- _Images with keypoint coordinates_
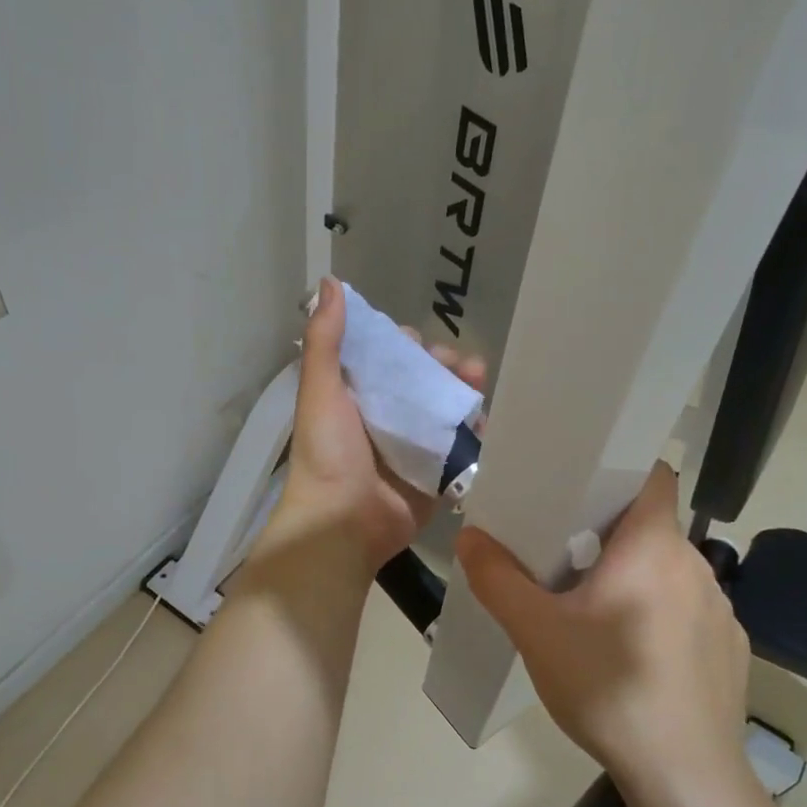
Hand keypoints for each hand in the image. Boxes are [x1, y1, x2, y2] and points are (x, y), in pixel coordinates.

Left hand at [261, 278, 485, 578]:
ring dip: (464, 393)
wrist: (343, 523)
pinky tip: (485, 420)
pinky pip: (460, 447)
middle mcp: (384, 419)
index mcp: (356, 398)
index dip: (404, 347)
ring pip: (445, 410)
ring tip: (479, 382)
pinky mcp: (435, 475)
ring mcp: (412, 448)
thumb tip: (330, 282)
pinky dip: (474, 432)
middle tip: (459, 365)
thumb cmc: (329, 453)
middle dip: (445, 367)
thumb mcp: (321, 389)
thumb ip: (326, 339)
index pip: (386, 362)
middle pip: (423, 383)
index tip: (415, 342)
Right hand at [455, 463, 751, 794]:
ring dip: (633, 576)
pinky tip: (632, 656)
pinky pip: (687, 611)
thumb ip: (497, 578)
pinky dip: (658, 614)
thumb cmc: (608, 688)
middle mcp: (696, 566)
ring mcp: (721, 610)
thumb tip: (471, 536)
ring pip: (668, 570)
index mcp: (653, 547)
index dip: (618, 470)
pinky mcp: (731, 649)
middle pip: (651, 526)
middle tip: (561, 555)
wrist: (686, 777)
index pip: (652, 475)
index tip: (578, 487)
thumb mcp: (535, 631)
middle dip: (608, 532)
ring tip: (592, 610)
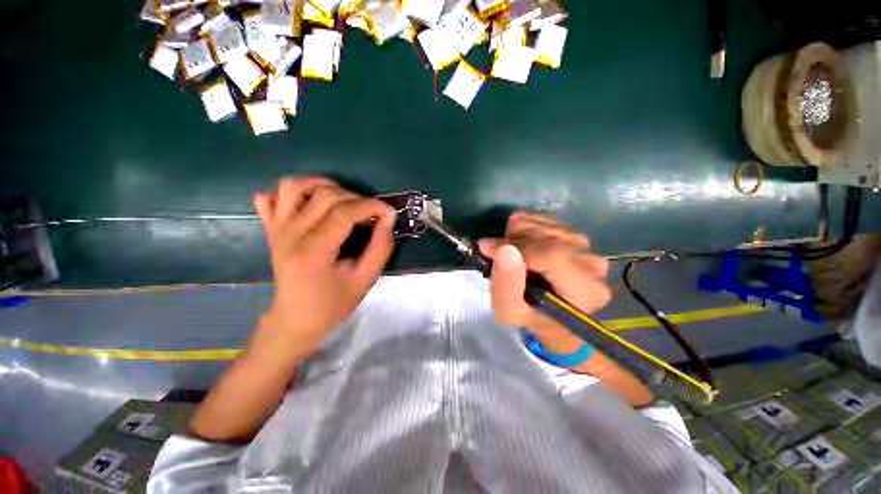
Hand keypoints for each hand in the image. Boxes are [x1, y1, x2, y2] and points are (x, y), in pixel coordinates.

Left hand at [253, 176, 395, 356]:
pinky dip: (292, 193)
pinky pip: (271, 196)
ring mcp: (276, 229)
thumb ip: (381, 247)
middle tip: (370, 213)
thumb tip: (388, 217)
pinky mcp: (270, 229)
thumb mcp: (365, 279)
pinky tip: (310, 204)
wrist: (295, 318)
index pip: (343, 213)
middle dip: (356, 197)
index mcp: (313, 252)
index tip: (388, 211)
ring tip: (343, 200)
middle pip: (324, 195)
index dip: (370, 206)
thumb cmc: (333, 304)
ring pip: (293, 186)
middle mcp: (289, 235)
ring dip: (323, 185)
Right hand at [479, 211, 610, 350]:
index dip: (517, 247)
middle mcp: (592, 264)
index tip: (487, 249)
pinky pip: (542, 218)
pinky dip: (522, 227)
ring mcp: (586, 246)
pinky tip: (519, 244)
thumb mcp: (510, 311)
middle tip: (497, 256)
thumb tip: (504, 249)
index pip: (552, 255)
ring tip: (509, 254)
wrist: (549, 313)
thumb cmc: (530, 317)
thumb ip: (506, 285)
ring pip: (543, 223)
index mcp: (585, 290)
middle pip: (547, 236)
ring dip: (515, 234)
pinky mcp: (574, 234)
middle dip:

- _Required work_
The copy must start at the line containing "index mcp: (653, 547)" and end at the last line of the records, matching each line exactly and holding no pictures.

- _Answer below_
index mcp: (653, 547)
index dip: (618, 470)
pinky mcp: (731, 649)
middle pip: (651, 526)
middle tip: (561, 555)
wrist: (686, 777)
index pip: (652, 475)
index tip: (578, 487)
thumb mcp: (535, 631)
middle dip: (608, 532)
ring tip: (592, 610)
Hand keypoints for each hand in the image. Boxes are [x1, y1, x2, y2] and points are (x, y), in pixel coordinates.

Left hand at [253, 176, 395, 356]:
pinky dip: (292, 193)
pinky pip: (271, 196)
ring mcp: (276, 229)
thumb ip: (381, 247)
middle tip: (370, 213)
thumb tip: (388, 217)
pinky mcp: (270, 229)
thumb mcp: (365, 279)
pinky tip: (310, 204)
wrist: (295, 318)
index pip: (343, 213)
middle dip: (356, 197)
index mcp: (313, 252)
index tip: (388, 211)
ring tip: (343, 200)
middle pip: (324, 195)
index dip: (370, 206)
thumb cmc: (333, 304)
ring pip: (293, 186)
middle mcp: (289, 235)
ring dip: (323, 185)
Right hand at [479, 211, 610, 350]:
index dip: (517, 247)
middle mcp: (592, 264)
index tip: (487, 249)
pinky pip: (542, 218)
pinky dip: (522, 227)
ring mcp: (586, 246)
pinky tip: (519, 244)
thumb mcp: (510, 311)
middle tip: (497, 256)
thumb tip: (504, 249)
index pip: (552, 255)
ring tip: (509, 254)
wrist: (549, 313)
thumb cmc: (530, 317)
thumb ip: (506, 285)
ring pip: (543, 223)
index mcp: (585, 290)
middle pip: (547, 236)
ring dip: (515, 234)
pinky mcp: (574, 234)
middle dip:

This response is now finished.